◆ **Your assignment**
Please write the following entries out once more, exactly.

[Saved entries]
++++++++

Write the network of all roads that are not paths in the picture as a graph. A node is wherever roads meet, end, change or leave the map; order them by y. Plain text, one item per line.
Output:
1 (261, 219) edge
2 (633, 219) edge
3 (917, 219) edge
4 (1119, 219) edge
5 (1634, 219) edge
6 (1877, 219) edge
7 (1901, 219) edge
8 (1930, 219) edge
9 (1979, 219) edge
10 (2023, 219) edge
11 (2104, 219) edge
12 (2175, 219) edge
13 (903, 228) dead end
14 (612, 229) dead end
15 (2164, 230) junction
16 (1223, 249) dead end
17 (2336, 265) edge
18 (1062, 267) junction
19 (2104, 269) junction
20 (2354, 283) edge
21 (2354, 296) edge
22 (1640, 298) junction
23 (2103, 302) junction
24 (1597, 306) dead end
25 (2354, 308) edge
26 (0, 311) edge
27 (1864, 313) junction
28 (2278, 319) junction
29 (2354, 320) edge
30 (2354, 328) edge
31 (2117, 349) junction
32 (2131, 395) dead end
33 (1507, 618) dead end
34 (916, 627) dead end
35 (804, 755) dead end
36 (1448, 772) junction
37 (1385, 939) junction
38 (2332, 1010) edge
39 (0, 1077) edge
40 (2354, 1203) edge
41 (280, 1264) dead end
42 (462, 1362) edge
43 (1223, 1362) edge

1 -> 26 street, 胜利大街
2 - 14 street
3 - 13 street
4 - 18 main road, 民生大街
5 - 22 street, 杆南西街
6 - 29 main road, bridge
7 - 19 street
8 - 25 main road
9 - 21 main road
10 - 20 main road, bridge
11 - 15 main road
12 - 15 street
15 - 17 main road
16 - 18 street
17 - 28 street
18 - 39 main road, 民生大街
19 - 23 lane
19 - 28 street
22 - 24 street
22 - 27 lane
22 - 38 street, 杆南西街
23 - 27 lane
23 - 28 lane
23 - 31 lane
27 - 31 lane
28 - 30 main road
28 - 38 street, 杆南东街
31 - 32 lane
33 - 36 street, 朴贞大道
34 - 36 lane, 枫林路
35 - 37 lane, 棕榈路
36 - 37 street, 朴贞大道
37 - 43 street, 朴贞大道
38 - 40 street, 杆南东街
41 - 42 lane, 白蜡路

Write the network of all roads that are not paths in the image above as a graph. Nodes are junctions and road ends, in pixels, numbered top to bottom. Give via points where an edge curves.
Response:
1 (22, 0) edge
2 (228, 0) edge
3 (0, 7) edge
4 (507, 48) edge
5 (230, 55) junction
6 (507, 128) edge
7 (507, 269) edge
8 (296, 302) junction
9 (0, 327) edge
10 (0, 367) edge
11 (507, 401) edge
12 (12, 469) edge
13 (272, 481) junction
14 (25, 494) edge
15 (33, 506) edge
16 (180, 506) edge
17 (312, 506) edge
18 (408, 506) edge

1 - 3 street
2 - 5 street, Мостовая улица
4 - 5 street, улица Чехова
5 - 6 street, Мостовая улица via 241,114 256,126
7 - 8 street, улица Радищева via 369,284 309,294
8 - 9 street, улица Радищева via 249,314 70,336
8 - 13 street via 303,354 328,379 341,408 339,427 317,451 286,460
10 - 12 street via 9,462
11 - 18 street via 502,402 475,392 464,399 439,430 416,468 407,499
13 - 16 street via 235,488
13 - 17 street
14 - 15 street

++++++++

◆ **Answer space**
Write the network of all roads that are not paths in the picture as a graph. A node is wherever roads meet, end, change or leave the map; order them by y. Plain text, one item per line.
Output:
1 (261, 219) edge
2 (633, 219) edge
3 (917, 219) edge
4 (1119, 219) edge
5 (1634, 219) edge
6 (1877, 219) edge
7 (1901, 219) edge
8 (1930, 219) edge
9 (1979, 219) edge
10 (2023, 219) edge
11 (2104, 219) edge
12 (2175, 219) edge
13 (903, 228) dead end
14 (612, 229) dead end
15 (2164, 230) junction
16 (1223, 249) dead end
17 (2336, 265) edge
18 (1062, 267) junction
19 (2104, 269) junction
20 (2354, 283) edge
21 (2354, 296) edge
22 (1640, 298) junction
23 (2103, 302) junction
24 (1597, 306) dead end
25 (2354, 308) edge
26 (0, 311) edge
27 (1864, 313) junction
28 (2278, 319) junction
29 (2354, 320) edge
30 (2354, 328) edge
31 (2117, 349) junction
32 (2131, 395) dead end
33 (1507, 618) dead end
34 (916, 627) dead end
35 (804, 755) dead end
36 (1448, 772) junction
37 (1385, 939) junction
38 (2332, 1010) edge
39 (0, 1077) edge
40 (2354, 1203) edge
41 (280, 1264) dead end
42 (462, 1362) edge
43 (1223, 1362) edge

1 -> 26 street, 胜利大街
2 - 14 street
3 - 13 street
4 - 18 main road, 民生大街
5 - 22 street, 杆南西街
6 - 29 main road, bridge
7 - 19 street
8 - 25 main road
9 - 21 main road
10 - 20 main road, bridge
11 - 15 main road
12 - 15 street
15 - 17 main road
16 - 18 street
17 - 28 street
18 - 39 main road, 民生大街
19 - 23 lane
19 - 28 street
22 - 24 street
22 - 27 lane
22 - 38 street, 杆南西街
23 - 27 lane
23 - 28 lane
23 - 31 lane
27 - 31 lane
28 - 30 main road
28 - 38 street, 杆南东街
31 - 32 lane
33 - 36 street, 朴贞大道
34 - 36 lane, 枫林路
35 - 37 lane, 棕榈路
36 - 37 street, 朴贞大道
37 - 43 street, 朴贞大道
38 - 40 street, 杆南东街
41 - 42 lane, 白蜡路

Write the network of all roads that are not paths in the image above as a graph. Nodes are junctions and road ends, in pixels, numbered top to bottom. Give via points where an edge curves.
Response:
1 (22, 0) edge
2 (228, 0) edge
3 (0, 7) edge
4 (507, 48) edge
5 (230, 55) junction
6 (507, 128) edge
7 (507, 269) edge
8 (296, 302) junction
9 (0, 327) edge
10 (0, 367) edge
11 (507, 401) edge
12 (12, 469) edge
13 (272, 481) junction
14 (25, 494) edge
15 (33, 506) edge
16 (180, 506) edge
17 (312, 506) edge
18 (408, 506) edge

1 - 3 street
2 - 5 street, Мостовая улица
4 - 5 street, улица Чехова
5 - 6 street, Мостовая улица via 241,114 256,126
7 - 8 street, улица Радищева via 369,284 309,294
8 - 9 street, улица Радищева via 249,314 70,336
8 - 13 street via 303,354 328,379 341,408 339,427 317,451 286,460
10 - 12 street via 9,462
11 - 18 street via 502,402 475,392 464,399 439,430 416,468 407,499
13 - 16 street via 235,488
13 - 17 street
14 - 15 street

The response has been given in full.